Question

Use a graphing utility to find the point(s) of intersection of the graphs. Then confirm your solution algebraically. $$\left\\{\begin{array}{l}y=e^{x} \\ x-y+1=0\end{array}\right.$$

Short answer

The intersection point of the graphs of equations \(y = e^{x}\) and \(x - y + 1 = 0\) can initially be determined through graphing, which gives an estimate of \(x\). Solving the equation \(e^{x} = x + 1\) algebraically further confirms the exact value of \(x\) at the intersection point. The corresponding value of \(y\) is verified by substituting \(x\) into both original equations.

Step-by-step solution

Understand and plot the equations

Recognize that \(y = e^{x}\) is an exponential function where the value of \(y\) increases as \(x\) increases. The second equation after rearrangement will be \(y = x + 1\), which is a linear function. Plot these two equations using a graphing utility.

Identify the intersection point

Identify the point(s) where the two graphs intersect. This gives a general idea of the value of \(x\) for the intersection point(s).

Confirm algebraically

To confirm the intersection point(s) algebraically, set the equations equal to each other: \(e^{x} = x + 1\). Solve this equation by using numerical methods such as the Newton-Raphson method, as it's a transcendental equation and can't be solved exactly by algebraic methods.

Validate the solution

Substitute the obtained value(s) of \(x\) into both original equations to verify that they yield the same value of \(y\) and thus confirm the intersection point(s).

Key concepts

Exponential Functions

Exponential functions, as seen in the equation y = e^x, describe situations where a quantity grows at a rate proportional to its current value. In simpler terms, as x increases, y gets larger at an accelerating pace, which gives the graph of an exponential function a distinctive, rapidly rising curve.
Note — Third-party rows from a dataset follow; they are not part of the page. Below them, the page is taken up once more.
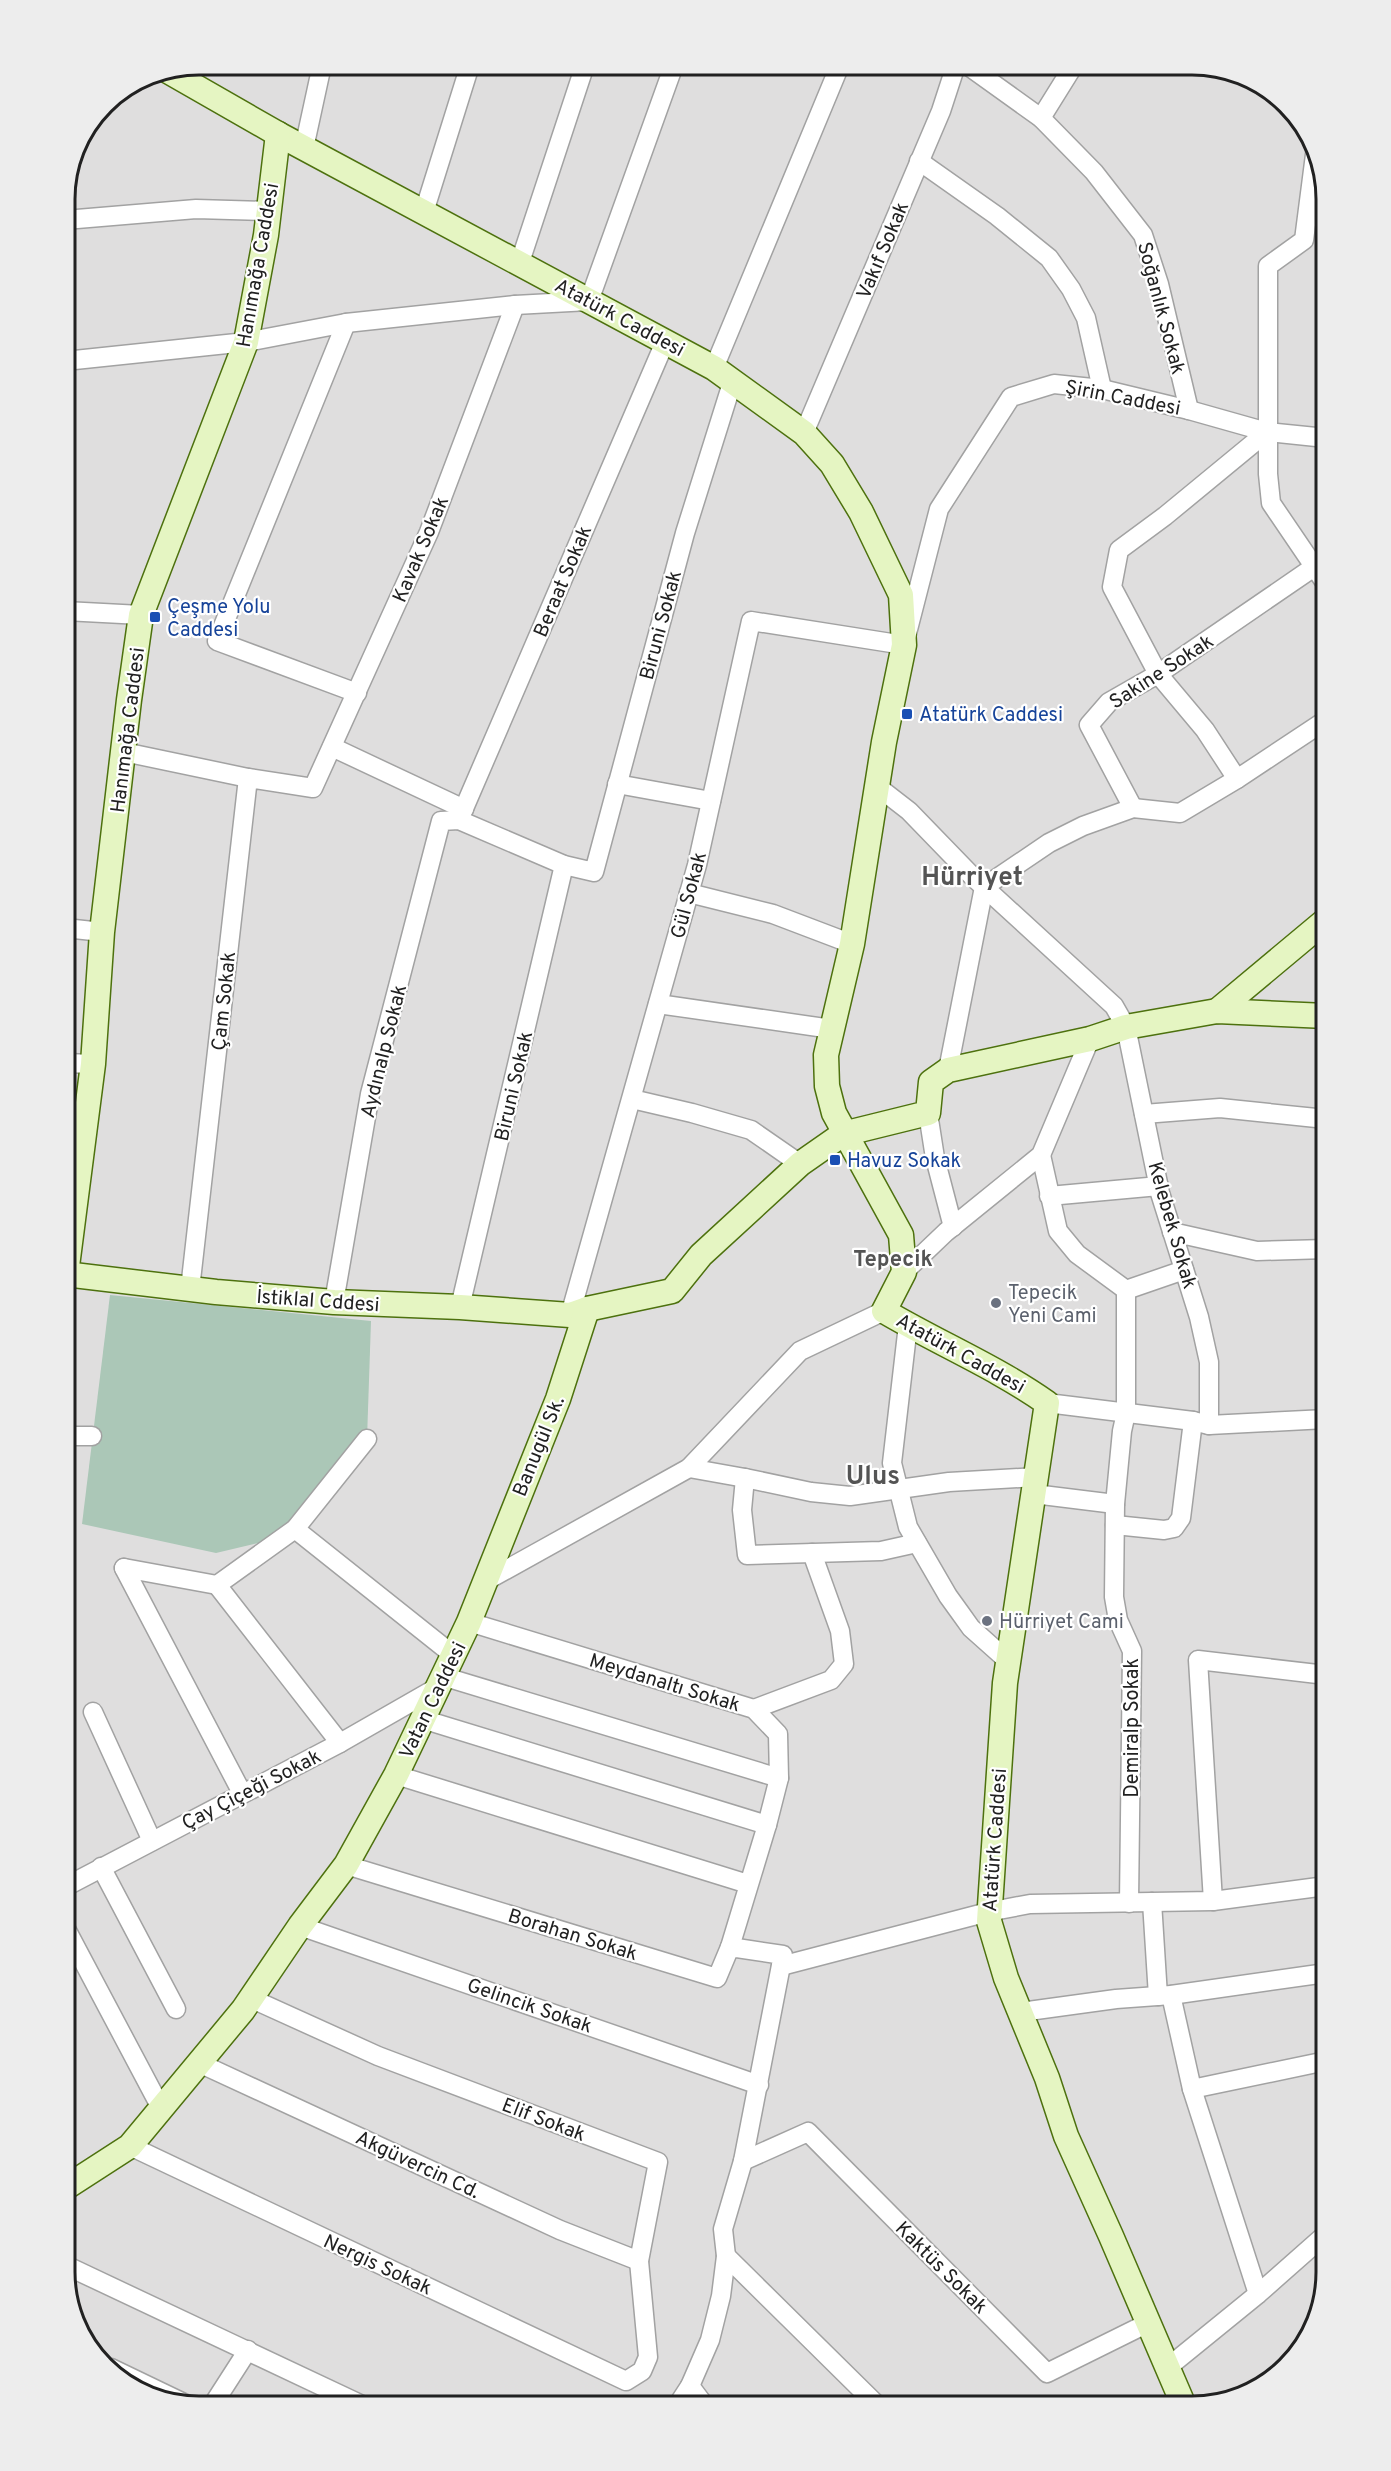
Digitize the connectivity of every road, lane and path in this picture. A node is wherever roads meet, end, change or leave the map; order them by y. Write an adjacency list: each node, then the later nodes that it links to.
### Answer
1 (320, 75): 12 (street)
2 (467, 75): 16 (street)
3 (582, 75): 18 (street)
4 (670, 75): 19 (street)
5 (836, 75): 25 (street, Biruni Sokak)
6 (953, 75): 13 (street, Vakıf Sokak)
7 (982, 75): 10 (street, Soğanlık Sokak)
8 (1068, 75): 10 (street)
9 (178, 77): 11 (main road, Atatürk Caddesi)
10 (1041, 118): 27 (street, Soğanlık Sokak)
11 (278, 134): 12 (main road, Atatürk Caddesi); 15 (main road, Hanımağa Caddesi)
12 (304, 148): 16 (main road, Atatürk Caddesi)
13 (920, 161): 26 (street); 29 (street, Vakıf Sokak)
14 (1313, 171): 28 (street)
15 (268, 211): 17 (street); 22 (main road, Hanımağa Caddesi)
16 (424, 212): 18 (main road, Atatürk Caddesi)
17 (75, 219)
18 (520, 262): 19 (main road, Atatürk Caddesi)
19 (589, 301): 20 (street); 23 (main road, Atatürk Caddesi)
20 (514, 305): 21 (street); 37 (street, Kavak Sokak)
21 (346, 323): 22 (street); 37 (street)
22 (246, 342): 24 (street); 34 (main road, Hanımağa Caddesi)
23 (665, 342): 25 (main road, Atatürk Caddesi); 47 (street, Beraat Sokak)
24 (75, 360)
25 (723, 374): 29 (main road, Atatürk Caddesi); 43 (street, Biruni Sokak)
26 (1101, 389): 27 (street, Şirin Caddesi); 35 (street, Şirin Caddesi)
27 (1190, 410): 28 (street, Şirin Caddesi)
28 (1267, 432): 30 (street, Şirin Caddesi); 31 (street); 36 (street)
29 (804, 433): 35 (main road, Atatürk Caddesi)
30 (1316, 437)
31 (1314, 567): 32 (street); 36 (street, Sakine Sokak)
32 (1316, 570)
33 (75, 612): 34 (street)
34 (141, 615): 40 (main road, Hanımağa Caddesi)
35 (904, 645): 44 (main road, Atatürk Caddesi); 45 (street, Gül Sokak)
36 (1158, 674): 42 (street); 46 (street, Sakine Sokak)
37 (357, 693): 39 (street, Kavak Sokak)
38 (1316, 730): 42 (street)
39 (332, 747): 41 (street, Kavak Sokak); 47 (street)
40 (124, 752): 41 (street); 53 (main road, Hanımağa Caddesi)
41 (248, 778): 80 (street, Çam Sokak)
42 (1237, 779): 46 (street)
43 (617, 784): 45 (street); 48 (street, Biruni Sokak)
44 (878, 787): 49 (street); 54 (main road, Atatürk Caddesi)
45 (711, 801): 50 (street, Gül Sokak)
46 (1133, 808): 49 (street)
47 (461, 815): 48 (street); 82 (street, Aydınalp Sokak)
48 (564, 865): 83 (street, Biruni Sokak)
49 (984, 887): 58 (street); 63 (street)
50 (689, 893): 54 (street); 55 (street, Gül Sokak)
51 (1316, 928): 56 (main road)
52 (75, 929): 53 (street)
53 (102, 932): 62 (main road, Hanımağa Caddesi)
54 (852, 944): 59 (main road, Atatürk Caddesi)
55 (658, 1004): 59 (street); 64 (street, Gül Sokak)
56 (1217, 1011): 57 (main road); 58 (main road)
57 (1316, 1016)
58 (1126, 1027): 60 (main road); 66 (street, Kelebek Sokak)
59 (832, 1029): 68 (main road, Atatürk Caddesi)
60 (1090, 1039): 63 (main road); 69 (street)
61 (75, 1063): 62 (street)
62 (93, 1064): 73 (main road, Hanımağa Caddesi)
63 (948, 1070): 65 (main road)
64 (632, 1099): 70 (street); 85 (street, Gül Sokak)
65 (928, 1113): 68 (main road); 74 (street)
66 (1144, 1114): 67 (street); 71 (street, Kelebek Sokak)
67 (1316, 1118)
68 (843, 1134): 70 (main road, İstiklal Cddesi); 78 (main road, Atatürk Caddesi)
69 (1041, 1155): 72 (street); 74 (street)
70 (800, 1164): 85 (main road, İstiklal Cddesi)
71 (1159, 1186): 72 (street); 75 (street, Kelebek Sokak)
72 (1049, 1196): 81 (street)
73 (75, 1199)
74 (953, 1227): 78 (street)
75 (1172, 1232): 76 (street); 77 (street, Kelebek Sokak)
76 (1316, 1249)
77 (1184, 1270): 81 (street); 90 (street, Kelebek Sokak)
78 (904, 1272): 84 (main road, Atatürk Caddesi)
79 (75, 1275): 80 (main road, İstiklal Cddesi)
80 (190, 1289): 82 (main road, İstiklal Cddesi)
81 (1126, 1290): 88 (street, Demiralp Sokak)
82 (334, 1302): 83 (main road, İstiklal Cddesi)
83 (460, 1307): 85 (main road, İstiklal Cddesi)
84 (884, 1311): 86 (main road, Atatürk Caddesi); 94 (street)
85 (578, 1312): 103 (main road, Banugül Sk.)
86 (908, 1325): 87 (main road, Atatürk Caddesi); 97 (street)
87 (1047, 1403): 88 (street); 96 (main road, Atatürk Caddesi)
88 (1126, 1413): 90 (street); 98 (street, Demiralp Sokak)
89 (1316, 1419): 90 (street)
90 (1201, 1423): 99 (street, Kelebek Sokak)
91 (75, 1436): 92 (street)
92 (92, 1436)
93 (367, 1439): 100 (street)
94 (689, 1468): 95 (street); 103 (street)
95 (745, 1478): 97 (street); 102 (street)
96 (1036, 1485): 97 (street); 98 (street); 106 (main road, Atatürk Caddesi)
97 (898, 1489): 101 (street)
98 (1115, 1504): 99 (street, Demiralp Sokak)
99 (1116, 1525): 125 (street, Demiralp Sokak)
100 (295, 1529): 104 (street); 107 (street)
101 (917, 1543): 102 (street); 106 (street)
102 (812, 1553): 109 (street)
103 (484, 1582): 105 (main road, Vatan Caddesi)
104 (217, 1585): 112 (street); 115 (street)
105 (469, 1622): 107 (main road, Vatan Caddesi); 109 (street, Meydanaltı Sokak)
106 (1008, 1661): 126 (main road, Atatürk Caddesi)
107 (443, 1673): 111 (main road, Vatan Caddesi); 112 (street, Çay Çiçeği Sokak); 114 (street)
108 (1316, 1674): 123 (street)
109 (754, 1709): 114 (street, Meydanaltı Sokak)
110 (93, 1712): 117 (street)
111 (422, 1719): 113 (main road, Vatan Caddesi); 116 (street)
112 (340, 1743): 115 (street, Çay Çiçeği Sokak)
113 (396, 1775): 118 (main road, Vatan Caddesi); 121 (street)
114 (779, 1778): 116 (street, Meydanaltı Sokak)
115 (242, 1792): 117 (street, Çay Çiçeği Sokak)
116 (767, 1825): 121 (street, Meydanaltı Sokak)
117 (152, 1840): 119 (street, Çay Çiçeği Sokak)
118 (346, 1865): 127 (main road, Vatan Caddesi); 128 (street, Borahan Sokak)
119 (101, 1867): 120 (street, Çay Çiçeği Sokak); 134 (street)
120 (75, 1881)
121 (748, 1884): 128 (street, Meydanaltı Sokak)
122 (1316, 1887): 123 (street)
123 (1214, 1901): 124 (street)
124 (1152, 1902): 125 (street); 132 (street)
125 (1129, 1903): 126 (street)
126 (988, 1912): 130 (street); 135 (main road, Atatürk Caddesi)
127 (300, 1926): 133 (main road, Vatan Caddesi); 138 (street, Gelincik Sokak)
128 (730, 1947): 130 (street)
129 (75, 1948): 140 (street)
130 (782, 1960): 138 (street)
131 (1316, 1974): 132 (street)
132 (1165, 1996): 135 (street); 139 (street)
133 (250, 1998): 136 (main road, Vatan Caddesi); 146 (street, Elif Sokak)
134 (176, 2009)
135 (1021, 2012): 149 (main road, Atatürk Caddesi)
136 (199, 2063): 140 (main road, Vatan Caddesi); 146 (street, Akgüvercin Cd.)
137 (1316, 2063): 139 (street)
138 (759, 2085): 142 (street)
139 (1192, 2089): 148 (street)
140 (161, 2108): 141 (main road, Vatan Caddesi)
141 (130, 2146): 143 (main road, Vatan Caddesi); 151 (street, Nergis Sokak)
142 (743, 2161): 145 (street); 149 (street, Kaktüs Sokak)
143 (75, 2181)
144 (1316, 2243): 148 (street)
145 (726, 2256): 153 (street); 158 (street)
146 (639, 2261): 151 (street, Elif Sokak)
147 (75, 2270): 150 (street)
148 (1258, 2294): 152 (street)
149 (1148, 2324): 152 (main road, Atatürk Caddesi)
150 (248, 2350): 154 (street); 155 (street)
151 (648, 2357)
152 (1167, 2368): 159 (main road, Atatürk Caddesi)
153 (690, 2386): 156 (street); 157 (street)
154 (218, 2396)
155 (343, 2396)
156 (684, 2396)
157 (698, 2396)
158 (868, 2396)
159 (1180, 2396)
This behavior is typical for processes such as compound interest in finance, radioactive decay in physics, and many natural growth patterns in biology. It's important for students to recognize this type of function visually and understand its behavior because exponential growth can quickly lead to very large numbers.
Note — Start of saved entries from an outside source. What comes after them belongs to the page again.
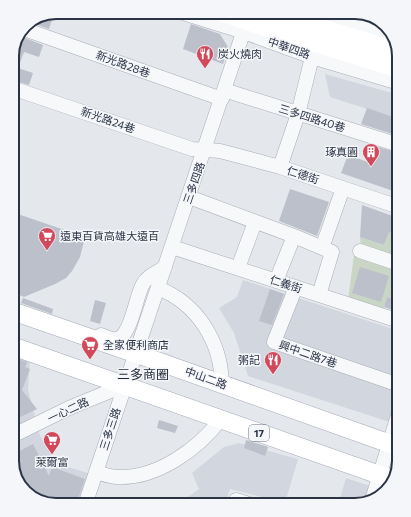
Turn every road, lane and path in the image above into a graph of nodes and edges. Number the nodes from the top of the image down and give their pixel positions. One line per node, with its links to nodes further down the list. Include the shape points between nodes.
1 (227, 19): 4 (street, 中華四路)
2 (291, 19): 7 (main road)
3 (341, 19): 6 (street)
4 (247, 22): 8 (street, 中華四路); 9 (main road, 中華四路); 12 (street, 三多四路)
5 (29, 31): 12 (street, 新光路28巷)
6 (382, 31)
7 (392, 49)
8 (312, 57): 10 (street, 中華四路); 13 (street)
9 (392, 67)
10 (392, 81)
11 (19, 90): 15 (street, 新光路24巷, via 192,149)
12 (223, 94): 13 (street, 三多四路40巷); 15 (street, 三多四路)
13 (298, 114): 14 (street, 三多四路40巷); 16 (street)
14 (392, 143)
15 (205, 150): 16 (street, 仁德街, via 220,151); 18 (street, 三多四路)
16 (280, 167): 17 (street, 仁德街)
17 (343, 188): 19 (street, 仁德街); 23 (street)
18 (189, 198): 20 (street); 22 (street, 三多四路)
19 (392, 205)
20 (255, 222): 21 (street); 27 (street)
21 (294, 236): 23 (street); 28 (street)
22 (172, 247): 26 (street, 三多四路); 27 (street, 仁義街)
23 (327, 250): 31 (street)
24 (360, 251): 25 (street)
25 (392, 262)
26 (165, 267): 30 (street, 三多四路); 34 (street, via 143,284 130,323 119,339 101,335)
27 (238, 268): 28 (street, 仁義街)
28 (276, 281): 29 (street, 仁義街)
29 (296, 287): 31 (street, 仁義街); 37 (street, 興中二路7巷, via 274,342)
30 (158, 288): 36 (street, 三多四路); 38 (street, via 171,293 203,322 220,359)
31 (319, 295): 33 (street, 仁義街)
32 (19, 313): 34 (main road, 中山二路)
33 (392, 319)
34 (92, 338): 36 (main road, 中山二路)
35 (19, 348): 39 (main road, 17)
36 (135, 353): 38 (main road, 中山二路); 39 (street, 三多三路)
37 (392, 383)
38 (222, 384): 42 (main road, 中山二路)
39 (125, 385): 40 (main road, 17); 41 (street, 一心二路); 44 (street, 三多三路)
40 (221, 419): 44 (street, via 210,432 178,459 158,468 136,476 116,477); 45 (main road, 17)
41 (19, 433)
42 (392, 445)
43 (392, 455): 45 (street)
44 (96, 472): 47 (street, 三多三路)
45 (387, 478): 46 (street)
46 (381, 487)
47 (87, 498)

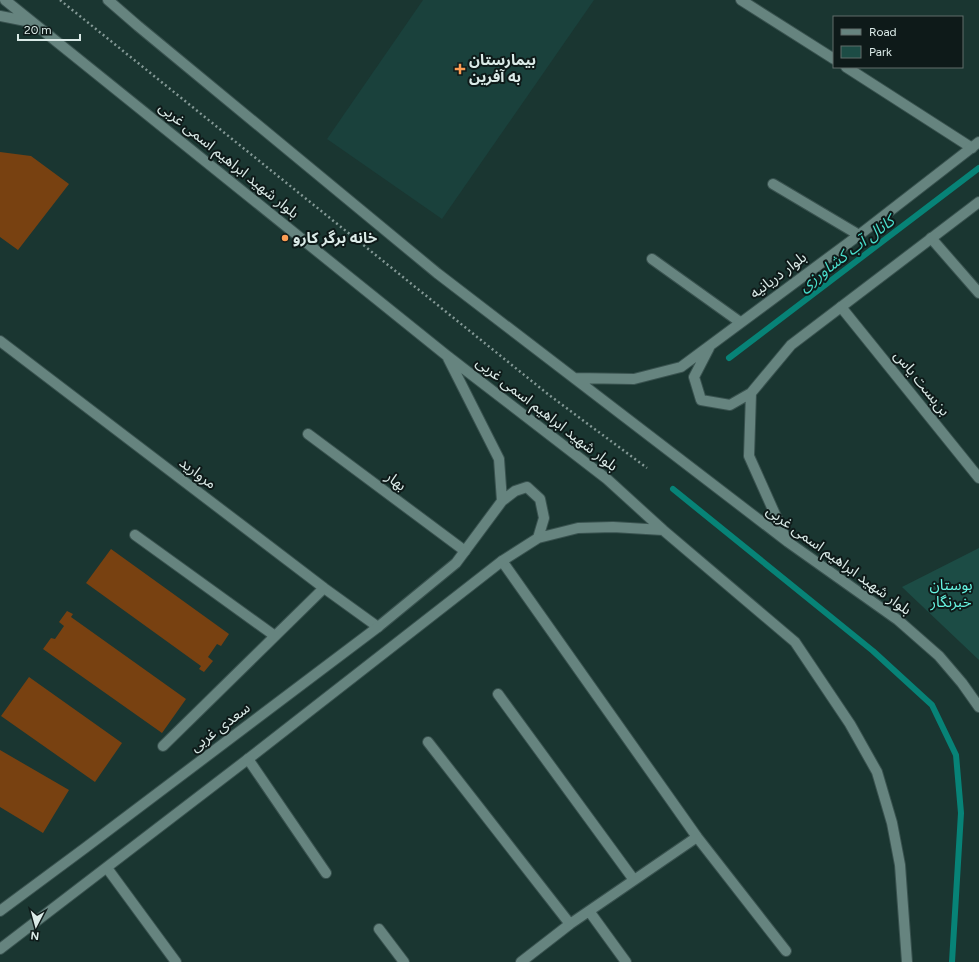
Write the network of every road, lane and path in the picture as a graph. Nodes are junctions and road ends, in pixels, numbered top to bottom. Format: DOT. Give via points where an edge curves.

When graphing an exponential function, always remember:

• The y-value will never be negative, as the exponential function is always positive.
• The rate of increase becomes steeper as x increases.
• There is a horizontal asymptote on the graph which the curve approaches but never touches, commonly the x-axis.

Linear Functions

Linear functions are quite straightforward and are typically written in the form y = mx + b, where m is the slope and b is the y-intercept. The equation x - y + 1 = 0 can be rearranged to the form y = x + 1, which is a linear function with a slope of 1 and a y-intercept of 1.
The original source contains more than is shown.